A well‐tolerated 5‐FU‐based treatment subsequent to severe capecitabine‐induced toxicity in a DPD‐deficient patient

5-Fluorouracil (5-FU) is widely administered as a continuous infusion to treat gastrointestinal tract or head and neck cancers, and as bolus injections in breast cancer chemotherapy regimens. Grade 3–4 toxicity occurs in about 30% of patients receiving 5-FU as a continuous infusion, and proves lethal in 0.5% of these patients [1]. 5-FU-related toxicity has mostly been reported with intravenous administration [1–3]. However, some cases of severe toxicity, including deaths, have been described after oral administration of 5-FU derivatives, such as capecitabine (Xeloda®) [4, 5]. A polymorphism of the dihydropyrimidine dehydrogenase (DPD) gene has been identified as a frequent cause of such toxicity [6, 7]. DPD catalyses the rate-limiting step of fluoropyrimidine catabolism.

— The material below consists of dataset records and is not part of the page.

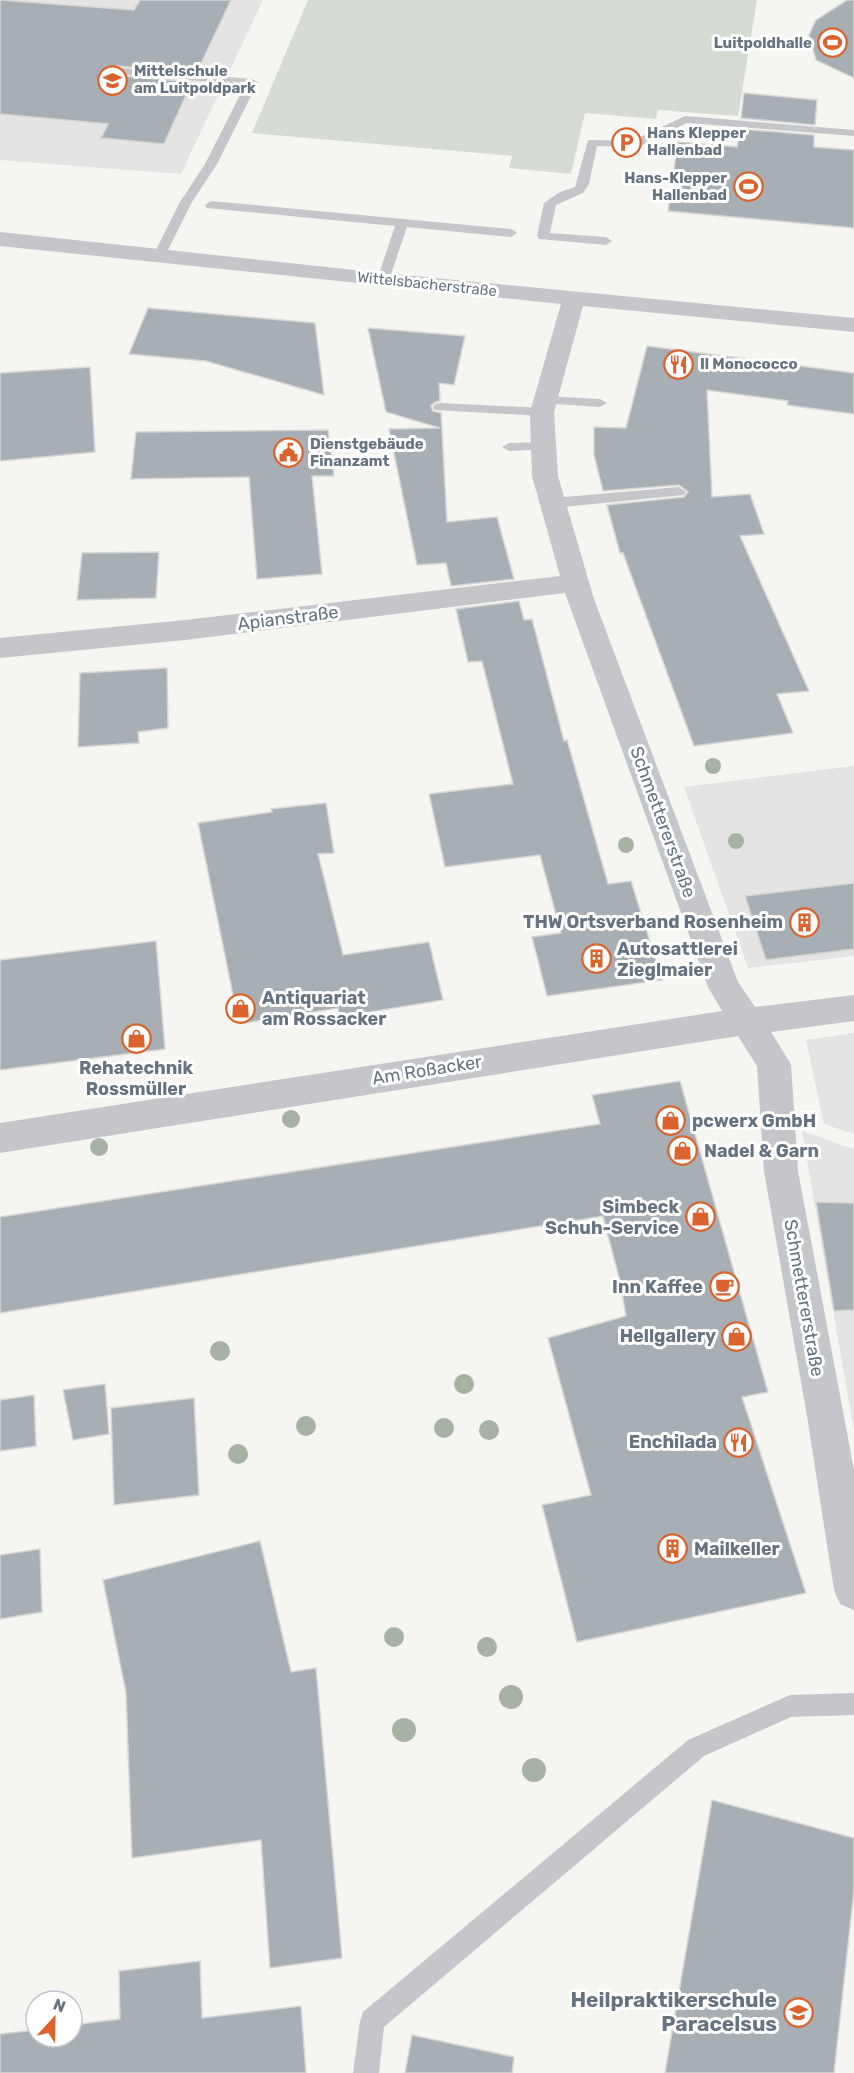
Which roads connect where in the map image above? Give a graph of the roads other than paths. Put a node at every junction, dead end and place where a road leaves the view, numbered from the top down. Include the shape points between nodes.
1 (117, 71) dead end
2 (854, 133) edge
3 (211, 205) dead end
4 (402, 223) junction
5 (512, 233) dead end
6 (0, 239) edge
7 (606, 241) dead end
8 (159, 256) junction
9 (383, 280) junction
10 (574, 298) junction
11 (854, 325) edge
12 (600, 403) dead end
13 (544, 406) junction
14 (440, 407) dead end
15 (544, 446) junction
16 (509, 447) dead end
17 (680, 492) dead end
18 (553, 503) junction
19 (575, 583) junction
20 (0, 648) edge
21 (854, 1008) edge
22 (745, 1021) junction
23 (0, 1138) edge
24 (854, 1590) edge
25 (854, 1704) edge
26 (366, 2073) edge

Partial or total DPD deficiency therefore leads to substantial overexposure in patients treated with the standard dose, exacerbating drug toxicity. This raises questions about possible screening for DPD deficiency before the administration of fluoropyrimidine drugs, including their oral forms. Patients found to have a deficiency on screening before treatment or following signs of toxicity during a previous course are usually given alternative treatments based on nonfluoropyrimidine compounds. However, 5-FU is highly active and its use may be essential in patients who fail to respond to other treatments. We report the case of a patient with DPD deficiency detected due to severe toxicity during capecitabine treatment, who has since received a continuous infusion of 5-FU at almost the standard dose with no significant signs of toxicity.